What this task involves. If a line below includes the string "көшесі", copy it.

Data to process.
####################

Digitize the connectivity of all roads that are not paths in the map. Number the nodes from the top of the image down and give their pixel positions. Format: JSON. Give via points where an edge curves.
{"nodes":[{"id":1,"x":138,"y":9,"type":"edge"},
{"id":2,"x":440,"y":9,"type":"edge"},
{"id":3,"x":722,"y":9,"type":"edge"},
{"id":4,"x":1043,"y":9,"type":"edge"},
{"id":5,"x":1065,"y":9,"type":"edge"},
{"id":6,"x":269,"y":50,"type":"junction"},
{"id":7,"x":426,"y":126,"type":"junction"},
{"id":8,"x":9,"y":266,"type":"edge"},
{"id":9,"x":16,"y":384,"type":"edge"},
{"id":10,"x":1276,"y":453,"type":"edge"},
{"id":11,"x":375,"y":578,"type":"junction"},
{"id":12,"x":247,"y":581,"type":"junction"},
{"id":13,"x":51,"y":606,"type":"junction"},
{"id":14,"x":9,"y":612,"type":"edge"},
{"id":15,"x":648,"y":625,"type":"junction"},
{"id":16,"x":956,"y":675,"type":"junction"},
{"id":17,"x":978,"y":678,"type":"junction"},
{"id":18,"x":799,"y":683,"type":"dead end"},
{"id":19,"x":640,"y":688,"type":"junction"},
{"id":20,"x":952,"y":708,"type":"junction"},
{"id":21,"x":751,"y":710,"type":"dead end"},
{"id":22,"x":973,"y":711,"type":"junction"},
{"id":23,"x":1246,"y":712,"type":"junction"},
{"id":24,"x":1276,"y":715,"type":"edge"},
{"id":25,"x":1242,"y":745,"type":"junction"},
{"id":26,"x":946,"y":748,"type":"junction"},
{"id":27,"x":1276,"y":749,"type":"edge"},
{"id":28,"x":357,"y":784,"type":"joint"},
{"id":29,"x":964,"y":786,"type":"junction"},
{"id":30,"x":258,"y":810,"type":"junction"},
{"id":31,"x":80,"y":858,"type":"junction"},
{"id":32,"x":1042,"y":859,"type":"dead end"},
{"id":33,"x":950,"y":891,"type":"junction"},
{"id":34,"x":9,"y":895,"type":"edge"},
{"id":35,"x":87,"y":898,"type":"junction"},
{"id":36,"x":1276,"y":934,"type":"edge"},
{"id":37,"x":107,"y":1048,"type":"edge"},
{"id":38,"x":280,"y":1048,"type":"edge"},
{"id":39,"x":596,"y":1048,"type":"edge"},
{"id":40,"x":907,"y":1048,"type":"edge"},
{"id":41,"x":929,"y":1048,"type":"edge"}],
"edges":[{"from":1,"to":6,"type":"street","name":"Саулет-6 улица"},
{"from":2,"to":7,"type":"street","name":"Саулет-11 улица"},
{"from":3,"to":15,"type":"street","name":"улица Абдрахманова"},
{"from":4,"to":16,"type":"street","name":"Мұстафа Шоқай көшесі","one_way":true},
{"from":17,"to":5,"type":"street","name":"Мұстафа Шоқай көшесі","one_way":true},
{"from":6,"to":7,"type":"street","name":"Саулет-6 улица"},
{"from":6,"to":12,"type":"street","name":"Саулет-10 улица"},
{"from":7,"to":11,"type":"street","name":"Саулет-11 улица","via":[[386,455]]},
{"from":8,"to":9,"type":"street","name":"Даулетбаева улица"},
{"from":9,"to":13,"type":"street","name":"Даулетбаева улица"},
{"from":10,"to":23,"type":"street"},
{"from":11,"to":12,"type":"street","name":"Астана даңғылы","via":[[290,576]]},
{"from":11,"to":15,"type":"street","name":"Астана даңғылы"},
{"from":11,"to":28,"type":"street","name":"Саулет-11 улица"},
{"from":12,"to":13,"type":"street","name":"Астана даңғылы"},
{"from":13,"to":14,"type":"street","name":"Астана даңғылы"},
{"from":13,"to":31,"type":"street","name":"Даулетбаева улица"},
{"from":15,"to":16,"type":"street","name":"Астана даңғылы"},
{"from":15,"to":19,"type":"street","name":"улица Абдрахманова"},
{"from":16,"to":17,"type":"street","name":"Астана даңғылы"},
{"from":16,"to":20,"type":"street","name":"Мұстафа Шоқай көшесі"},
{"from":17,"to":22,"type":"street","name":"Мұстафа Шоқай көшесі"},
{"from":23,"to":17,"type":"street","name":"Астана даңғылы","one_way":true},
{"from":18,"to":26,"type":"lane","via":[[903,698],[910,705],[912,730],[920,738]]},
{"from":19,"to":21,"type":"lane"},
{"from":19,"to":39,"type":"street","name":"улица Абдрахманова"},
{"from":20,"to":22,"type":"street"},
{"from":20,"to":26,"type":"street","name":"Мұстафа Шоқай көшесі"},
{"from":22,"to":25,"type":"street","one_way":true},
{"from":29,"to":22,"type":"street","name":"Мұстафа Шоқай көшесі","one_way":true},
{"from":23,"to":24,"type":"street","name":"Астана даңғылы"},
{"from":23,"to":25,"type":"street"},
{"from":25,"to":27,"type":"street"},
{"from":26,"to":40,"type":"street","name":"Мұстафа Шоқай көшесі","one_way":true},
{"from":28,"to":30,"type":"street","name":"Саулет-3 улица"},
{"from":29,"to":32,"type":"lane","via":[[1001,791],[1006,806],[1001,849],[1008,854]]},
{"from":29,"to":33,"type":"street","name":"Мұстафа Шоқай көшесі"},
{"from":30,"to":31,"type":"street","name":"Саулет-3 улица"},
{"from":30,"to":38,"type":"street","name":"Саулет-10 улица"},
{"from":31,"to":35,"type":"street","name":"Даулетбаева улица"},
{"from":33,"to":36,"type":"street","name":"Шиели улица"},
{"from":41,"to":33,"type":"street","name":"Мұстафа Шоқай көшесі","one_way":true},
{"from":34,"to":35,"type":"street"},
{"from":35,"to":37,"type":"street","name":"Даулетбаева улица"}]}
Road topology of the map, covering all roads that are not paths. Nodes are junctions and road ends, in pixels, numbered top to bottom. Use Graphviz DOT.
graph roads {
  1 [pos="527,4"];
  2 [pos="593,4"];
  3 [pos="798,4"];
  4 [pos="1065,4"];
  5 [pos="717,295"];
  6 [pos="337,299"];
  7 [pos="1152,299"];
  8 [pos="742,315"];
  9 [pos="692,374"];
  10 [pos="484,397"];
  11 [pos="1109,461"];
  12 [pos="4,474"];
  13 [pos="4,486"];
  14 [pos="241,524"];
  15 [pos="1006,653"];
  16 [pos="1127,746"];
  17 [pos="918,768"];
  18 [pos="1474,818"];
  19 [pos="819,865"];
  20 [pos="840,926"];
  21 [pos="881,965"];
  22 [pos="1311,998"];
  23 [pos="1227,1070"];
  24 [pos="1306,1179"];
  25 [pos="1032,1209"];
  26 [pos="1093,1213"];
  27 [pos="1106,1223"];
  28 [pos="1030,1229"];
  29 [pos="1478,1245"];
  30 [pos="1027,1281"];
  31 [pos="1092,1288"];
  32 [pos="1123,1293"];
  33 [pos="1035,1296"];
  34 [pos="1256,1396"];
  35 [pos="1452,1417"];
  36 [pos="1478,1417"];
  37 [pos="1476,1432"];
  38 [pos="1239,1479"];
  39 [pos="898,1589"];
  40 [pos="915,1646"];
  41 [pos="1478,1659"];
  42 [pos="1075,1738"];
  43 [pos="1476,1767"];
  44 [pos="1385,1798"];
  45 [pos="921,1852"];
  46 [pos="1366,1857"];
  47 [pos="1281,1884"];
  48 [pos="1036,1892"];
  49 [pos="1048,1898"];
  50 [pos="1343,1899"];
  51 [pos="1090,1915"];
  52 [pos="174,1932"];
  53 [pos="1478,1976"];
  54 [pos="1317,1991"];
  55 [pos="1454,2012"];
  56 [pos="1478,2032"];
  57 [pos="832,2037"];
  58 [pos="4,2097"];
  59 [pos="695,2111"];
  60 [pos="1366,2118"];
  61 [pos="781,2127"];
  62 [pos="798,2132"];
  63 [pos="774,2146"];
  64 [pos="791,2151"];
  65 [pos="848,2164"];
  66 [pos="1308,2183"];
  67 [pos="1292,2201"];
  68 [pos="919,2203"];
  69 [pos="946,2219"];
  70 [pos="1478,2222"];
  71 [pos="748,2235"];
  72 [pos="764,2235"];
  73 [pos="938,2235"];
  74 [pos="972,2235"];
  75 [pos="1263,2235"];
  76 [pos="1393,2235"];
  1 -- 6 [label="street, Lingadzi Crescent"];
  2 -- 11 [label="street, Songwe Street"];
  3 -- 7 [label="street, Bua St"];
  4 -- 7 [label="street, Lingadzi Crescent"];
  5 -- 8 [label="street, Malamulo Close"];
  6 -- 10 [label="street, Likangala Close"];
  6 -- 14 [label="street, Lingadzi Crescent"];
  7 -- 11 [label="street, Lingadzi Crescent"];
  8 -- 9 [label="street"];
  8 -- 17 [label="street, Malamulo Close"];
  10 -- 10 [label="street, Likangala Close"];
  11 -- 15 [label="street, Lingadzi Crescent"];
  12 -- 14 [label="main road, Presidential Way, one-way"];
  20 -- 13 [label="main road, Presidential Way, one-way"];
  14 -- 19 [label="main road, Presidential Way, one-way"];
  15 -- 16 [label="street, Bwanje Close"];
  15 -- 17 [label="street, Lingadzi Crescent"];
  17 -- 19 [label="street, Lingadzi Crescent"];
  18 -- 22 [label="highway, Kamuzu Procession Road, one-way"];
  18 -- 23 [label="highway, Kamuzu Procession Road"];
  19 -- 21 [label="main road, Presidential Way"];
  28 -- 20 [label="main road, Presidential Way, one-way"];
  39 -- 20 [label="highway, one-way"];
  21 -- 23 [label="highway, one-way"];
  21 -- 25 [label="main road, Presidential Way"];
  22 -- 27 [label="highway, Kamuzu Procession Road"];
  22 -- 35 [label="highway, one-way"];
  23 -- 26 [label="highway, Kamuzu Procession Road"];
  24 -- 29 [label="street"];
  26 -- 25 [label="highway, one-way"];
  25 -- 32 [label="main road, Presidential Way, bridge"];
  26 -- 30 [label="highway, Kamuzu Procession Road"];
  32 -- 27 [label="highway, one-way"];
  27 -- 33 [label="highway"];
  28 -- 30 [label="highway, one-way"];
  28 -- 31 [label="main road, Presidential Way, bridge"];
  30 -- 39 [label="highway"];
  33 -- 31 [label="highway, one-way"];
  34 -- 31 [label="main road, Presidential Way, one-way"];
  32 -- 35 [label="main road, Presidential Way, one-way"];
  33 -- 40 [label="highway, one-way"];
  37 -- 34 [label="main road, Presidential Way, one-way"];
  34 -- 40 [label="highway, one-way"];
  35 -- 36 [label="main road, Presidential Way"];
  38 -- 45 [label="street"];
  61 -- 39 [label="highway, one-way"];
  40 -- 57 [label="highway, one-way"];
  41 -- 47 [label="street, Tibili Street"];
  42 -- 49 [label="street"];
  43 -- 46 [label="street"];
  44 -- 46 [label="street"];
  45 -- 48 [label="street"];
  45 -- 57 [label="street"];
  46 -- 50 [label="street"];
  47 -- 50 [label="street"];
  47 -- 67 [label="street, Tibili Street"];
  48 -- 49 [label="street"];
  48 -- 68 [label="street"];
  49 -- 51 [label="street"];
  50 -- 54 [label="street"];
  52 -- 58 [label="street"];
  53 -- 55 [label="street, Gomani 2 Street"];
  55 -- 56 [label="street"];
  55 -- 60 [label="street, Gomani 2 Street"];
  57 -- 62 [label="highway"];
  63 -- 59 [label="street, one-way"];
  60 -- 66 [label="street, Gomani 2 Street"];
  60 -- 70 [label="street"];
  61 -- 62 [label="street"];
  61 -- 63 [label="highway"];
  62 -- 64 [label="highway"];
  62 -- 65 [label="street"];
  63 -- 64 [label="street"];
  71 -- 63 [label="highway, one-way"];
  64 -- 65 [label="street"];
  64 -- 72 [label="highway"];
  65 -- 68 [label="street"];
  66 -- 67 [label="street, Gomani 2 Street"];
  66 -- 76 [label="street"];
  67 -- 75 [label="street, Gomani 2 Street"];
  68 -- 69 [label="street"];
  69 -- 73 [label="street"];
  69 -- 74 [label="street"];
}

####################

Solution to this problem.
{"from":4,"to":16,"type":"street","name":"Мұстафа Шоқай көшесі","one_way":true},
{"from":17,"to":5,"type":"street","name":"Мұстафа Шоқай көшесі","one_way":true},
{"from":16,"to":20,"type":"street","name":"Мұстафа Шоқай көшесі"},
{"from":17,"to":22,"type":"street","name":"Мұстафа Шоқай көшесі"},
{"from":20,"to":26,"type":"street","name":"Мұстафа Шоқай көшесі"},
{"from":29,"to":22,"type":"street","name":"Мұстафа Шоқай көшесі","one_way":true},
{"from":26,"to":40,"type":"street","name":"Мұстафа Шоқай көшесі","one_way":true},
{"from":29,"to":33,"type":"street","name":"Мұстафа Шоқай көшесі"},
{"from":41,"to":33,"type":"street","name":"Мұстафа Шоқай көшесі","one_way":true},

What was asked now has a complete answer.